> [Task description]:
Your output should be each line from the material below that has the word "Sleepy".

Input data START

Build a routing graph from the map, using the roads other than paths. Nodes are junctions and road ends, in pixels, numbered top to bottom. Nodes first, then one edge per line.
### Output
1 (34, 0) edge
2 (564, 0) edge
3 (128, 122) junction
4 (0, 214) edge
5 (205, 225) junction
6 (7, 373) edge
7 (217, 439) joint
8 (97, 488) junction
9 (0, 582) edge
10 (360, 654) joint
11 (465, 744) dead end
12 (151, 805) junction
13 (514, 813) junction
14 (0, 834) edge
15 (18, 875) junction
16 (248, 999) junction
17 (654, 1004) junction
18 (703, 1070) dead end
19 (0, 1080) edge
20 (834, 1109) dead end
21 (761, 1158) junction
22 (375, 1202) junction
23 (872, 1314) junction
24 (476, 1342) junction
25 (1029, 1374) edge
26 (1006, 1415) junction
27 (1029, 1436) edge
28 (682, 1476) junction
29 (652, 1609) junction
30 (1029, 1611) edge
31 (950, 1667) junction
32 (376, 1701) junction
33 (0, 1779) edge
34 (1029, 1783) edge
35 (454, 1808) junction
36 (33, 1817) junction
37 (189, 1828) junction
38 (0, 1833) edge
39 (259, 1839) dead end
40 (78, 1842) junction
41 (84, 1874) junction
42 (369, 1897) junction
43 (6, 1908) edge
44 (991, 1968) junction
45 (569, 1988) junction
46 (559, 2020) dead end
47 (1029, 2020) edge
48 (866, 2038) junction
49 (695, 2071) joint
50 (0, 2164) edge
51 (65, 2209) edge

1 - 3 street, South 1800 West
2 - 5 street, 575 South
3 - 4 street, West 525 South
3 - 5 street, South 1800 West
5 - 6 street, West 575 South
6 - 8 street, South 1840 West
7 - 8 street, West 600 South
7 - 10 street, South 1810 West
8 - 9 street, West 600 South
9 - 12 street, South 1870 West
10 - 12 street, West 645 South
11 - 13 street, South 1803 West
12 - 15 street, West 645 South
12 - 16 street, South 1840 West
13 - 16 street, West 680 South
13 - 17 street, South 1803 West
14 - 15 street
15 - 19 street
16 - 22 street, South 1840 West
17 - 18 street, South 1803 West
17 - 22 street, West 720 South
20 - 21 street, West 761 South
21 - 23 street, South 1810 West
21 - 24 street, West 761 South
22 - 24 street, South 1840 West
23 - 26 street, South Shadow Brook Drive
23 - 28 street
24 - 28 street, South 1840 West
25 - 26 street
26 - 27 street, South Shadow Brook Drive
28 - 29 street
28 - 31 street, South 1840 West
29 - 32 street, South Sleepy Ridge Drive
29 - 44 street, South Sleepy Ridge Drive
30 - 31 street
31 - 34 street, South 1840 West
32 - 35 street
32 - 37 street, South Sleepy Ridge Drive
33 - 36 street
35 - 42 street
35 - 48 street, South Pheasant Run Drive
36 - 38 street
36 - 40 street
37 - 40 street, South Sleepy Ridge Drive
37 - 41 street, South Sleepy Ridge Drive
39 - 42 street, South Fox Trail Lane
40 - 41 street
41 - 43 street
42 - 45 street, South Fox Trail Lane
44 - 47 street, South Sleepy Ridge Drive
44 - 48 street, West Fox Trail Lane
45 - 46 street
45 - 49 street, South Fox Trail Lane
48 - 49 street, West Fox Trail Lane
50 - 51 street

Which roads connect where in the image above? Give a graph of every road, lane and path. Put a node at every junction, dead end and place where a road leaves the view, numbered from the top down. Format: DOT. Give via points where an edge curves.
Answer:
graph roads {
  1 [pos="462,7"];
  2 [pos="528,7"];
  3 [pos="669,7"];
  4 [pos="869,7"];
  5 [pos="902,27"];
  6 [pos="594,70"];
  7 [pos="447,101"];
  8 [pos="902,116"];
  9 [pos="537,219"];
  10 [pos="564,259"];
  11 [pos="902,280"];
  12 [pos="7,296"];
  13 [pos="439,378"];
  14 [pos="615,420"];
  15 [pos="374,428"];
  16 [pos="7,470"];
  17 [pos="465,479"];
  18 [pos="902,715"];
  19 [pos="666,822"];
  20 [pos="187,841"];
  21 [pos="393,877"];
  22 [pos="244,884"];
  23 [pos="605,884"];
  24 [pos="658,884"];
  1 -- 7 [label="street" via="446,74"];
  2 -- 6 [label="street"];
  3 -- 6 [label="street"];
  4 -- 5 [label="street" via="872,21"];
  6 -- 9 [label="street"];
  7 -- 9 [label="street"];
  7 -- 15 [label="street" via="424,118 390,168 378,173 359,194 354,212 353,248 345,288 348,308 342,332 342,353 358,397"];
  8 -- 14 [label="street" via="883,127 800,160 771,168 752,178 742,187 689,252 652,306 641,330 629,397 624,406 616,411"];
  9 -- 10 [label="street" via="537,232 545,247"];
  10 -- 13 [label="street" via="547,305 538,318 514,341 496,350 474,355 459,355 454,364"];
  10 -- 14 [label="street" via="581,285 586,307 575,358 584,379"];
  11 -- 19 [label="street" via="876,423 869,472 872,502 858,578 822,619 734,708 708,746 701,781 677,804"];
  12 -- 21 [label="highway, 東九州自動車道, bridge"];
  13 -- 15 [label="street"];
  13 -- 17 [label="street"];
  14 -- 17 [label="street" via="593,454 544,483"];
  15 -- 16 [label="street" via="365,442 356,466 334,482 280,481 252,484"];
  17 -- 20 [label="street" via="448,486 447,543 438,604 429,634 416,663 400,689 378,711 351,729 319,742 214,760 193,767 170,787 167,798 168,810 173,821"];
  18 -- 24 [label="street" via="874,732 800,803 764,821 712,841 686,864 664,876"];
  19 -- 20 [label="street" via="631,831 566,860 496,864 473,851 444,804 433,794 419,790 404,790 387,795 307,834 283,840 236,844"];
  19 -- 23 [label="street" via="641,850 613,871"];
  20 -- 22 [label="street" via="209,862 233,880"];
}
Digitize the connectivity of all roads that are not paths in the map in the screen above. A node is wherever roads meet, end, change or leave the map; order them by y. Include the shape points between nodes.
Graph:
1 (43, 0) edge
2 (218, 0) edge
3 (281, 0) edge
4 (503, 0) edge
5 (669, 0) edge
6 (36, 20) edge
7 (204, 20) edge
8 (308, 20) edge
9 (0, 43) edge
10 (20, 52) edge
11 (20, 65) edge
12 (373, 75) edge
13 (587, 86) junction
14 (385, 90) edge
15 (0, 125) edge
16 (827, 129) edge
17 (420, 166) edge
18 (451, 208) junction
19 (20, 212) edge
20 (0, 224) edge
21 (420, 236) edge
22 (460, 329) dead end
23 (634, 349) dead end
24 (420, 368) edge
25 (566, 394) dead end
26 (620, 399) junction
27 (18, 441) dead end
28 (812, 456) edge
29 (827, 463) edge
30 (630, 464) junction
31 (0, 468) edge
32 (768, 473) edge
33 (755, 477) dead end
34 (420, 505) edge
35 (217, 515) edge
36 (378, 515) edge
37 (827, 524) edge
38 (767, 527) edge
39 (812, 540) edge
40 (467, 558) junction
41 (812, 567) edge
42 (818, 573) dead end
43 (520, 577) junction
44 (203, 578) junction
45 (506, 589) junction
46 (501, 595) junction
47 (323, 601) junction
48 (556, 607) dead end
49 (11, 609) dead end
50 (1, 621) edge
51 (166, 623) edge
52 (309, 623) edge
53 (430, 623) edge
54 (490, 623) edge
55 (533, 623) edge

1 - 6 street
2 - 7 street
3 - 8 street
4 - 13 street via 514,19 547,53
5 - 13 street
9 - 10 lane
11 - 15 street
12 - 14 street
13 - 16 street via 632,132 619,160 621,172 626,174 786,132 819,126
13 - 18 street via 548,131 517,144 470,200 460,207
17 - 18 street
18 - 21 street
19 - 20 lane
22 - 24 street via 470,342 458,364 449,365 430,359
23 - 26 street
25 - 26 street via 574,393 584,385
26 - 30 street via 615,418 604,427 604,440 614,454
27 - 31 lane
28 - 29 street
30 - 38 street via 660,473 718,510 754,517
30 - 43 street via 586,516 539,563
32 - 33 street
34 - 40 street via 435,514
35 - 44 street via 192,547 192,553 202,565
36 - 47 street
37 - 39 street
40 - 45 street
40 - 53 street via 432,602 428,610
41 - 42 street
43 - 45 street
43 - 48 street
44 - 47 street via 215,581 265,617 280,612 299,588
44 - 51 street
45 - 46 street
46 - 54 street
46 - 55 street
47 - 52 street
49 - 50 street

Input data END

> [Answer for the task]:
29 - 32 street, South Sleepy Ridge Drive
29 - 44 street, South Sleepy Ridge Drive
32 - 37 street, South Sleepy Ridge Drive
37 - 40 street, South Sleepy Ridge Drive
37 - 41 street, South Sleepy Ridge Drive
44 - 47 street, South Sleepy Ridge Drive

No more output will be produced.